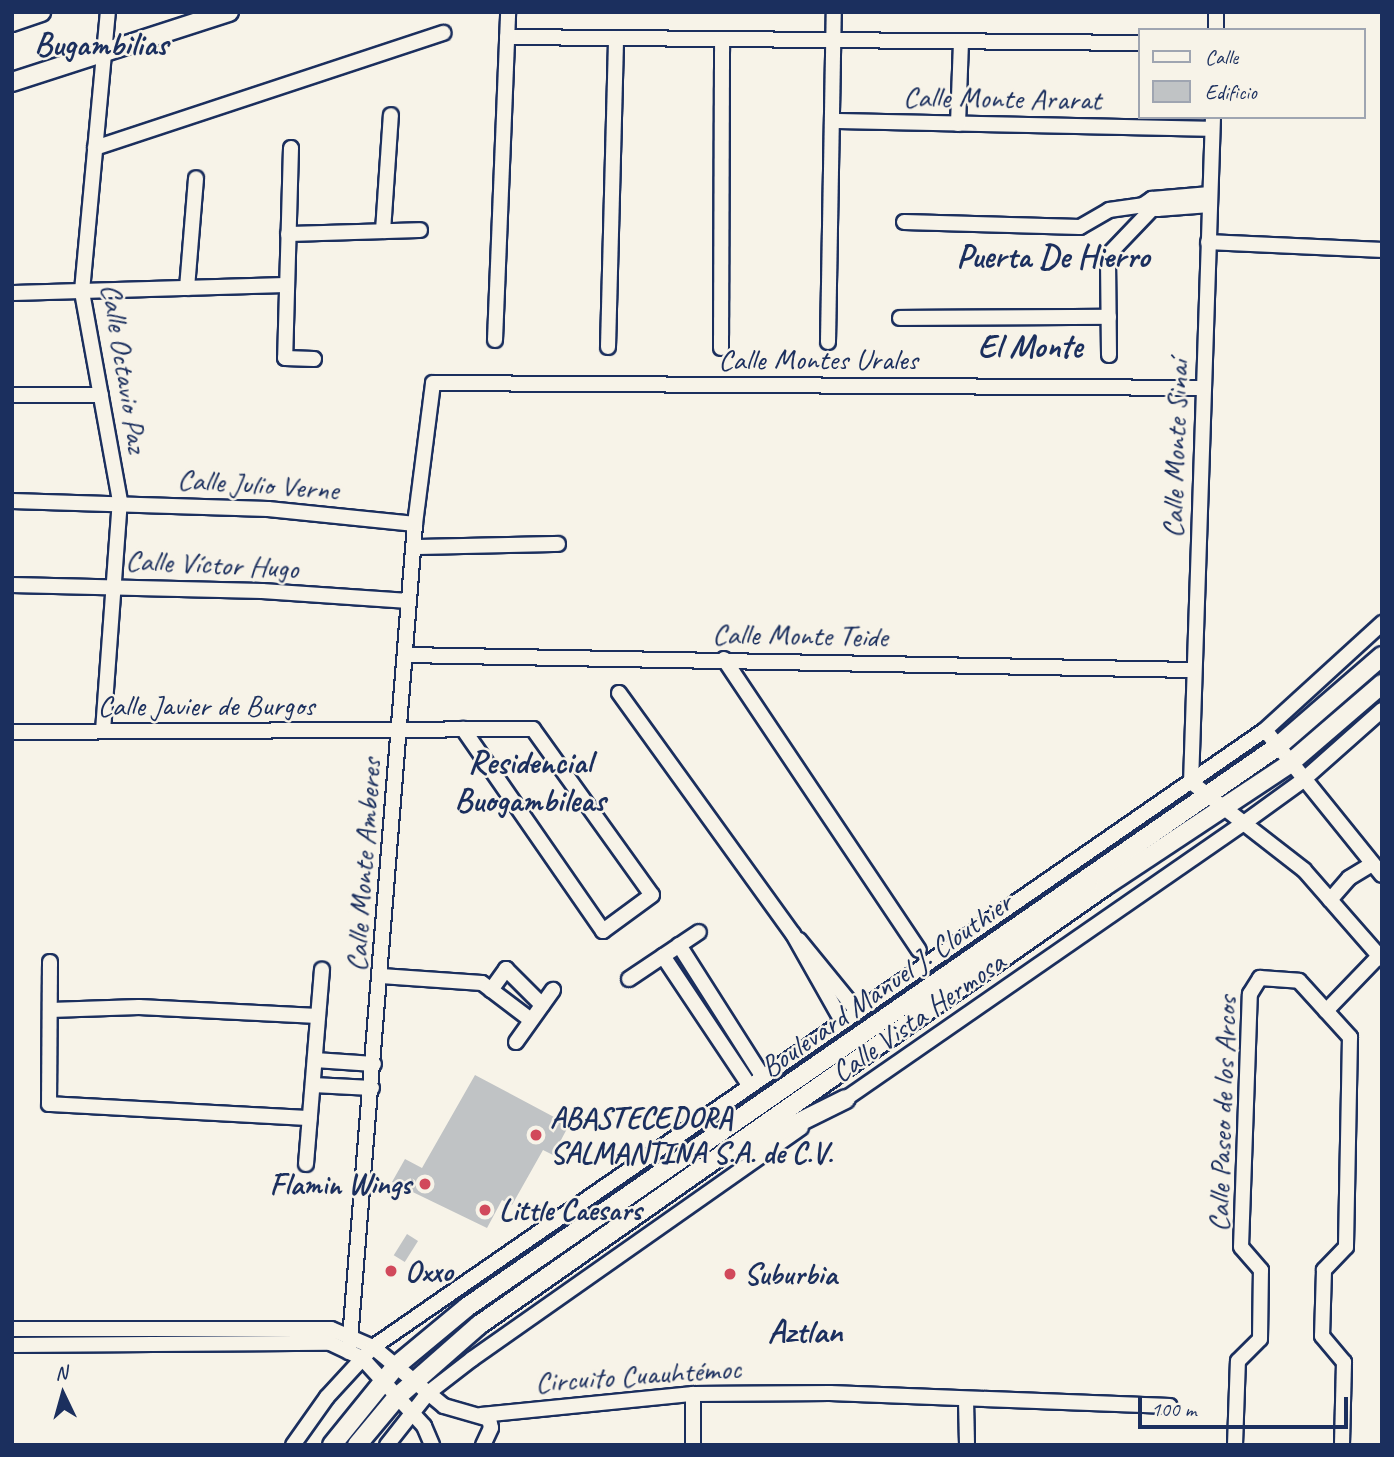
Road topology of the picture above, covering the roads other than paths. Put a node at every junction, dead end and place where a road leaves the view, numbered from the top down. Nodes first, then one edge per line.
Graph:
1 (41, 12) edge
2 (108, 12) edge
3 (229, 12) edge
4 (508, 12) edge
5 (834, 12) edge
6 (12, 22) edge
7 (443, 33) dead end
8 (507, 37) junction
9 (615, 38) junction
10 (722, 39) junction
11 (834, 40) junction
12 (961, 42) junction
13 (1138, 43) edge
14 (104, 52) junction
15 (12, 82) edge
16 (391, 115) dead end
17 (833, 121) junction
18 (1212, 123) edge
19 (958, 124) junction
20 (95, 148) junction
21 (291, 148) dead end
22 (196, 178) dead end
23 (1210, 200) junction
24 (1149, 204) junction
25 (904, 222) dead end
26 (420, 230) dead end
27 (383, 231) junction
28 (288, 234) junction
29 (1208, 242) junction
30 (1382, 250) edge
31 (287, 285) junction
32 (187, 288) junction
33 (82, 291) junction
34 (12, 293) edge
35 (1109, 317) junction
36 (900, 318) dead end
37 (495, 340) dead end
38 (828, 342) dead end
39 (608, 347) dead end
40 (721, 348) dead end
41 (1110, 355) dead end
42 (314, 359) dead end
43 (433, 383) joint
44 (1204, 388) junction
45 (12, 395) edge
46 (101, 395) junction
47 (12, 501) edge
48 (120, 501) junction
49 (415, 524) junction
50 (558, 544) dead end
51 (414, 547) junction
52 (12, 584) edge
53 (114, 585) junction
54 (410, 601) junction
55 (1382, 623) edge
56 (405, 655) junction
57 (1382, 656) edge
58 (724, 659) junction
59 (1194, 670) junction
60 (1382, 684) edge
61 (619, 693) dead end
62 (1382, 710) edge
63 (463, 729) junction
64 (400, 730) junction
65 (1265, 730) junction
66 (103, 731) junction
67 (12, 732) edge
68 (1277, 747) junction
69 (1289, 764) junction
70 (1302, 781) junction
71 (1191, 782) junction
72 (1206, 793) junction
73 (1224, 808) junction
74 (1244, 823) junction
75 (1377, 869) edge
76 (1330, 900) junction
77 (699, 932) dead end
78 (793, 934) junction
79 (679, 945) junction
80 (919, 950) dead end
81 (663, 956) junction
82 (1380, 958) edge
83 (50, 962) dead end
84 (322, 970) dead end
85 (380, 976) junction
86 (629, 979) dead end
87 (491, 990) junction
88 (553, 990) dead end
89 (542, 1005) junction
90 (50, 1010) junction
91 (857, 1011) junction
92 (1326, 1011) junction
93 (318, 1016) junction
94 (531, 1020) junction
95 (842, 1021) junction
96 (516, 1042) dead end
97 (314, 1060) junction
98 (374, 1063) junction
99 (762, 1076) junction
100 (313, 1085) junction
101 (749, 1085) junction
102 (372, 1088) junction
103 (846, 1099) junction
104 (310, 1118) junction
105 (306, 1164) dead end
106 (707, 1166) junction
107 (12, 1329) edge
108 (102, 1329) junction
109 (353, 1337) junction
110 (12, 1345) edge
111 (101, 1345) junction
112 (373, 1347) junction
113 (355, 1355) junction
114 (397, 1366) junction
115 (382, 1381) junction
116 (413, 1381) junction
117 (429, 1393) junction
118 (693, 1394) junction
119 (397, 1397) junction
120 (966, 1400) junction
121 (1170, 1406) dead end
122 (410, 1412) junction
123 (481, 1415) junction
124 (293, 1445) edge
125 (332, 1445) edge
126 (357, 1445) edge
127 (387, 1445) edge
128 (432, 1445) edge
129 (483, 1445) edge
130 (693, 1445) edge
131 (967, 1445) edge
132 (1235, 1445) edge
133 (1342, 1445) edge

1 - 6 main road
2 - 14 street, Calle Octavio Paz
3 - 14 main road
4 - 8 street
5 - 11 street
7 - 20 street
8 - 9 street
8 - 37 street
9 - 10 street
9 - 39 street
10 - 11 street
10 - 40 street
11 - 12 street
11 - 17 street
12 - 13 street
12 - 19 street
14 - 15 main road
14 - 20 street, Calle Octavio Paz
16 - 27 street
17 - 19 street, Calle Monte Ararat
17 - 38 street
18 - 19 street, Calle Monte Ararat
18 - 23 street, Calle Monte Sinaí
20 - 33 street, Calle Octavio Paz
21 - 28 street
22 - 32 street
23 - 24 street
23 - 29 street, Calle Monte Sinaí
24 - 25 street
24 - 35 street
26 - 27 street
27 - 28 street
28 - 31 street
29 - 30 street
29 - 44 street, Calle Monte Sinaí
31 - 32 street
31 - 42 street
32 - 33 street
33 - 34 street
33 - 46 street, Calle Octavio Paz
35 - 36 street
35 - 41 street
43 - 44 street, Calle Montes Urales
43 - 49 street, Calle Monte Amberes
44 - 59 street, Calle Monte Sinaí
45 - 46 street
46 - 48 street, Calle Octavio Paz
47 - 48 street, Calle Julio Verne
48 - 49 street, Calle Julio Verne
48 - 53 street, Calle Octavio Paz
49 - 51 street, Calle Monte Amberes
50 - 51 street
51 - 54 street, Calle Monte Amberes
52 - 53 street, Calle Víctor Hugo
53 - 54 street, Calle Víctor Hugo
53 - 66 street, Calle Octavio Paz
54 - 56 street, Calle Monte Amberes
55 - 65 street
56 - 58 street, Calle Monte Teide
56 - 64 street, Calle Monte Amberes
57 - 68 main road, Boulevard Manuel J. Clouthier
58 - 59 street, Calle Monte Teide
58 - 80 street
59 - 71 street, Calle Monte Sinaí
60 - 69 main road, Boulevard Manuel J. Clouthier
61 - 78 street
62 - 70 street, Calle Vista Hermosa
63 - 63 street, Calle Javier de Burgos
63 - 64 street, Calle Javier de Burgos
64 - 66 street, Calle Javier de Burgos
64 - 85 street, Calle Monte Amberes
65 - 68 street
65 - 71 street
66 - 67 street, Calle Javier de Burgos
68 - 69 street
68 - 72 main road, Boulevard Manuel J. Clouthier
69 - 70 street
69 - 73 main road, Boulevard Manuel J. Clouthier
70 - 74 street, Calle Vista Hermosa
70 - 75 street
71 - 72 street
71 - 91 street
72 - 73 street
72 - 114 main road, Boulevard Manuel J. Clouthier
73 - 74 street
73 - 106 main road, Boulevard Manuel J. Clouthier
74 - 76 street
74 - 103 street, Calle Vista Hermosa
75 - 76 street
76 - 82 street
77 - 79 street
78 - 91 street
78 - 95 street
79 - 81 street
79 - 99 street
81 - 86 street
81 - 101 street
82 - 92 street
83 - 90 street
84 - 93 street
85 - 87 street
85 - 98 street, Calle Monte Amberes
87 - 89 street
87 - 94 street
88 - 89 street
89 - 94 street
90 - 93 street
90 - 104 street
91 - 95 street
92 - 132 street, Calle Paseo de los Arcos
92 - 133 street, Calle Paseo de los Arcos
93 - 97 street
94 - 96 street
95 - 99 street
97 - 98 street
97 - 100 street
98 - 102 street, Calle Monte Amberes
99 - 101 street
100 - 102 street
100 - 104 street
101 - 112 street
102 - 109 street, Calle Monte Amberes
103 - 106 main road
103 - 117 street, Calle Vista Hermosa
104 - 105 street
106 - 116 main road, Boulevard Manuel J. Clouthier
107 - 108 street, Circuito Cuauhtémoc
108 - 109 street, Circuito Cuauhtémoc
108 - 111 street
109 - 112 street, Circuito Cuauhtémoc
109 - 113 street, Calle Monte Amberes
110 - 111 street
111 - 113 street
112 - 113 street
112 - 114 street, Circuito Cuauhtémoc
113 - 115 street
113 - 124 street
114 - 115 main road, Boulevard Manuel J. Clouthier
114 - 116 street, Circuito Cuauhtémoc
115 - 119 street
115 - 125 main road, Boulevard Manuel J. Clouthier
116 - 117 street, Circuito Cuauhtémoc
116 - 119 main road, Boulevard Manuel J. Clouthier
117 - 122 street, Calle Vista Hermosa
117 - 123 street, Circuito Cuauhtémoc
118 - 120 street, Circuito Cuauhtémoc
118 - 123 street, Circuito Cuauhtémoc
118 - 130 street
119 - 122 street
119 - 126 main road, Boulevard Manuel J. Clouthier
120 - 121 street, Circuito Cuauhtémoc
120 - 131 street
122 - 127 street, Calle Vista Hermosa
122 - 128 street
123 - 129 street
*****
Directions — Copy out every line of the records that the string "Hermosa" appears in.

Exercise output —
62 - 70 street, Calle Vista Hermosa
70 - 74 street, Calle Vista Hermosa
74 - 103 street, Calle Vista Hermosa
103 - 117 street, Calle Vista Hermosa
117 - 122 street, Calle Vista Hermosa
122 - 127 street, Calle Vista Hermosa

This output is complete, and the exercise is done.